Teau ‘Mr T’ Aiturau is the founder of Time To Thrive – To Stay Alive, a cycling-focused charitable trust that aims to improve the health of his south Auckland community.
He shares his story and a few of his favourite south Auckland spots:
This is where our bike workshop has moved to temporarily after we outgrew the space we had at Whare Koa Māngere Community House.
Most of the bikes are donated - visit facebook.com/tripleteez if you can help - and we use them for community rides, and also for our school programmes, where we teach kids how to ride. If they want to have their own, they have to come into the workshop and have a tinker. There are always bikes that need repairing and they earn theirs by helping out.
When I had some health problems (I weighed 252kg in 2014), I started riding and my doctor gave me a mountain bike. That changed my life. So I’m trying to do the same for others. Now my motto is, ‘Keep the wheels spinning’. I started doing this five years ago, helping a few kids, and it just built from there.
I bought 10 bikes for $80 at Turners Auctions and fixed them up. And then we eventually moved to this garage in one of the park’s maintenance sheds. As for how many bikes we’ve given away, it would probably be getting up to the thousand mark. Auckland Council has part-funded us from the start, but we always need more money to run our events. And we always need more bikes.
It’s basically all volunteers; there are four of us — just people who have a passion for our community and want to help. I love what I do. And I’d probably be up to no good if I wasn’t doing this.
Papatūānuku Kōkiri Marae is also in the park for people to visit. They have community gardens and beehives. There’s also a miniature steam train and lots of grass, so you’ve always got sport on. What we want now is to get a permanent base here, a pump track or BMX track, and connect up the cycleways to the Town Centre.
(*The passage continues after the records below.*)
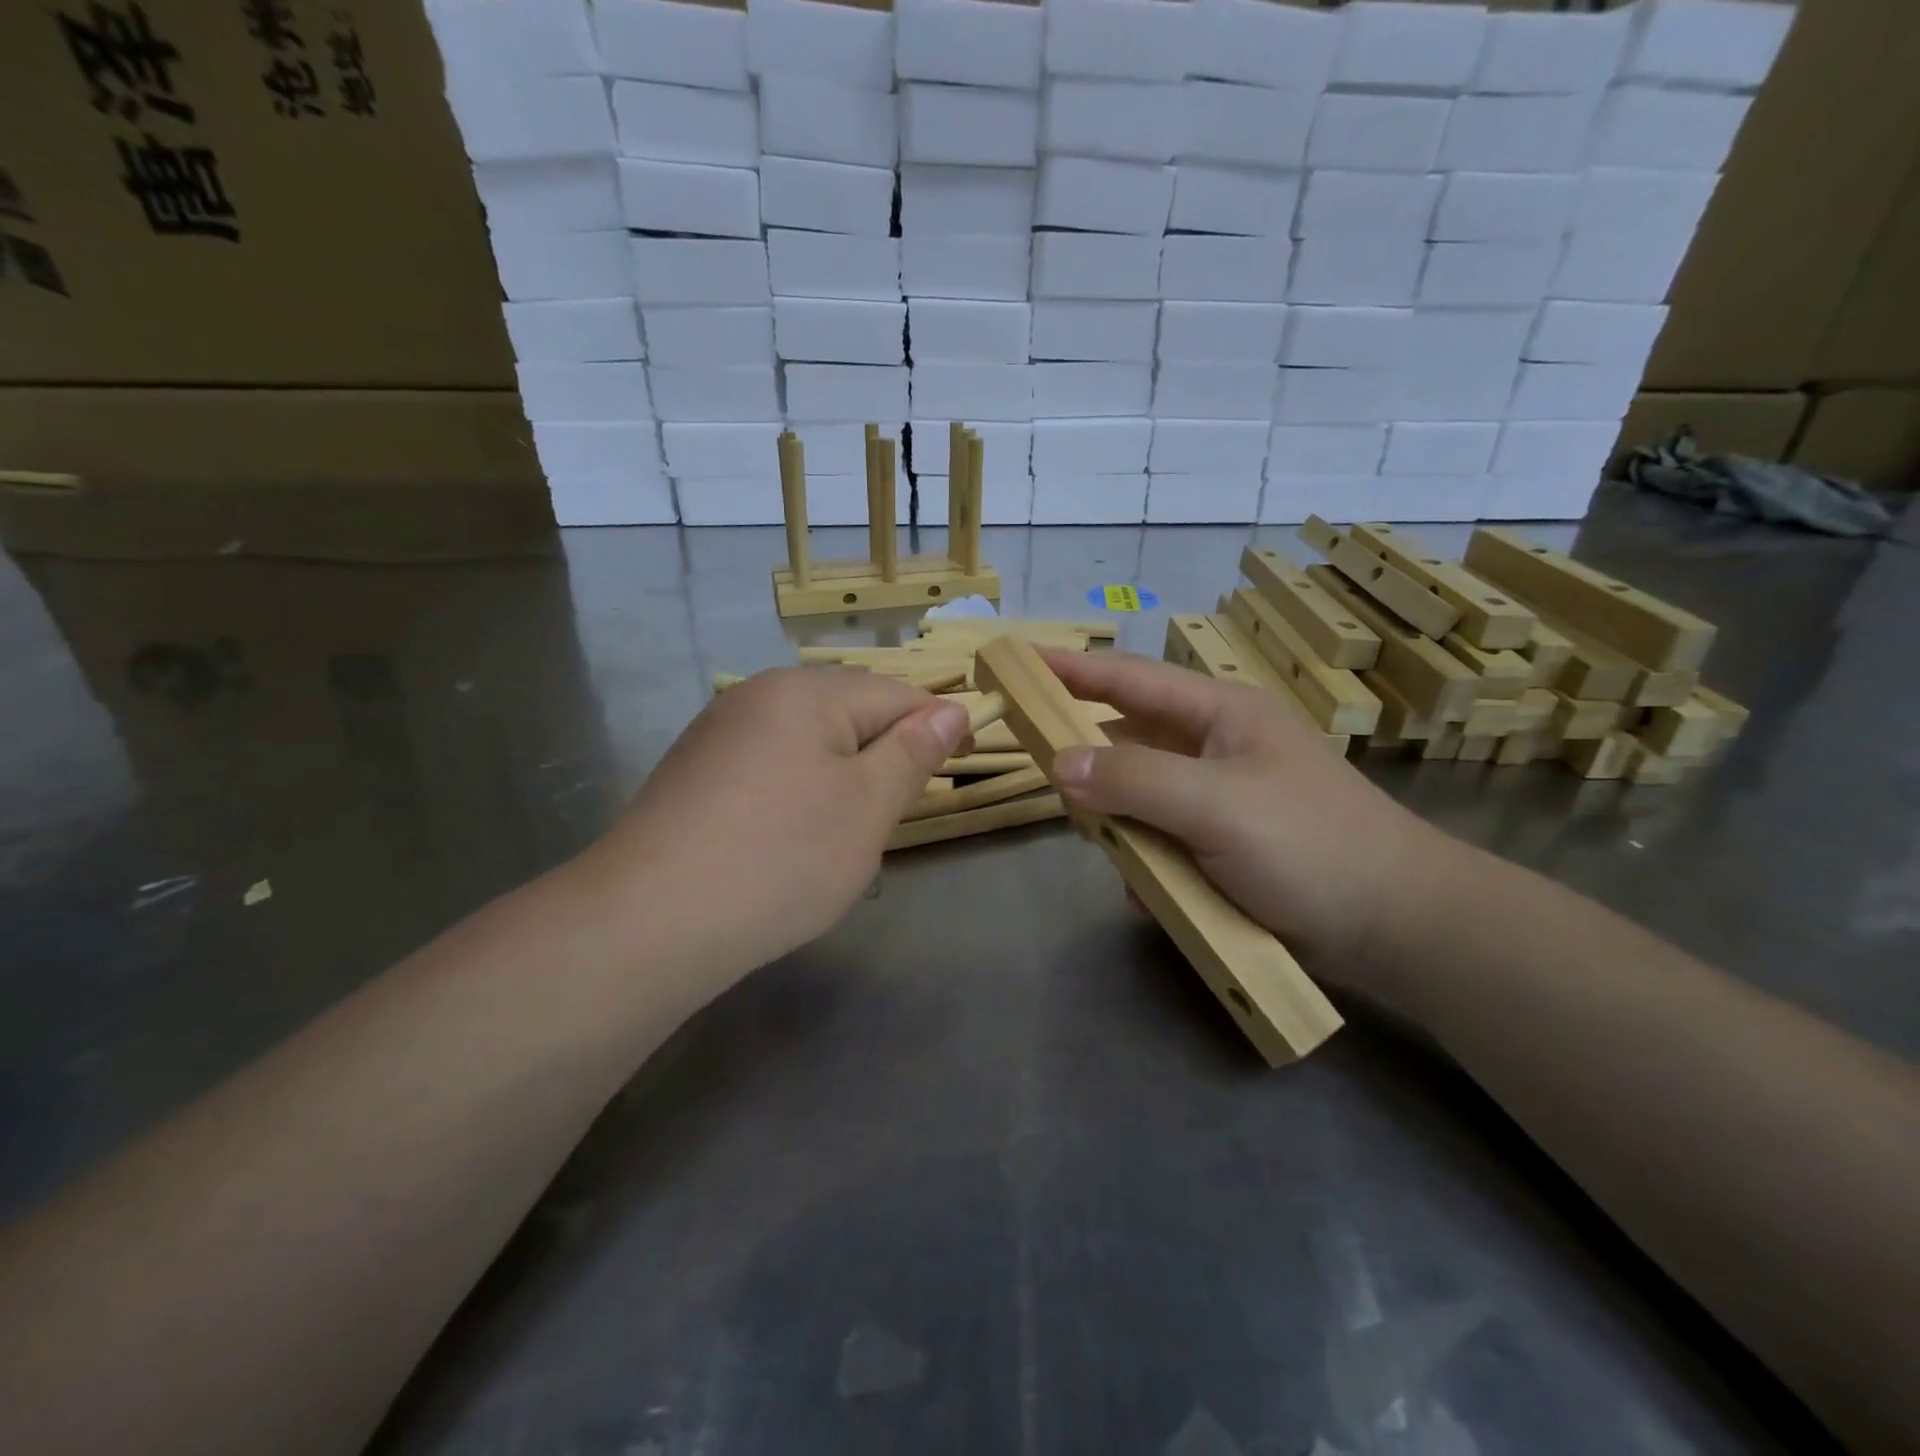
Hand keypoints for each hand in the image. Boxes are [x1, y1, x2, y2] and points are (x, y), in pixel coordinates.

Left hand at [586, 667, 969, 980]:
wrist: (648, 922)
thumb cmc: (780, 859)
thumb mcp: (866, 807)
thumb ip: (912, 753)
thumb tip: (950, 710)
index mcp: (806, 691)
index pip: (898, 694)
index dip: (939, 727)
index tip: (963, 765)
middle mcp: (759, 695)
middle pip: (850, 711)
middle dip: (885, 752)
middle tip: (896, 811)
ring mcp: (720, 731)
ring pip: (809, 740)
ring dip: (842, 774)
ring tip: (843, 831)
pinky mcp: (696, 770)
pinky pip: (771, 764)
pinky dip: (798, 790)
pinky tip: (788, 835)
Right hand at [1041, 648, 1455, 977]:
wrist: (1395, 926)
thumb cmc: (1311, 845)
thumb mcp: (1218, 805)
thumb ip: (1135, 778)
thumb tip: (1060, 763)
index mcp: (1219, 714)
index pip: (1129, 679)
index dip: (1072, 669)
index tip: (1018, 662)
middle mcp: (1212, 748)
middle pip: (1127, 740)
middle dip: (1091, 766)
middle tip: (1058, 790)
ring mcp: (1216, 799)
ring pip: (1137, 798)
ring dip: (1122, 828)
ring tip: (1124, 859)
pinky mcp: (1219, 845)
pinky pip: (1158, 842)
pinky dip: (1148, 866)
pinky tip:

That’d be great for the community.
There’s lots of nice food in the mall, and a market on Thursday nights that is great fun. The Te Ara Mua – Future Streets programme has created all these separated cycle lanes around the Town Centre that are a lot safer, and they connect to the airport and to Māngere Bridge.
The Town Centre is where a lot of our rides start, and we had our big Christmas in the Carpark event there. We gave away 20 bikes. I love riding. It’s just joy and adrenaline and it’s great when you pass cars on the road and go, “See ya!” It’s so satisfying.
As well as the indoor pools, there are outdoor pools, a couple of slides and a splash pad that open during summer. It’s always so busy and fun. We have bikes out front for people to use, too. You just come and register at the main desk, and then you can take them out. We had some of the old Postie bikes parked up there and a couple of ladies caught onto them and didn’t want to give them back. So now we’ve got brand-new Merida bikes out there.
The track is flat, there are no cars and it’s beautiful. It goes through Ambury Regional Park, around the Watercare ponds, to Puketutu Island and all the way out to Ihumātao and the Ōtuataua Stonefields. I generally just ride past all the animals at Ambury farm. “See ya!”
And if we want a swim, we go around Ambury or maybe Onehunga Bay Reserve. You can stop off for an ice cream at The Strawberry Farm on Kirkbride Road.
I was born and raised in Māngere so I’ve been going there all my life. And you can bike to Māngere Mountain and head up to the top if you want a good view.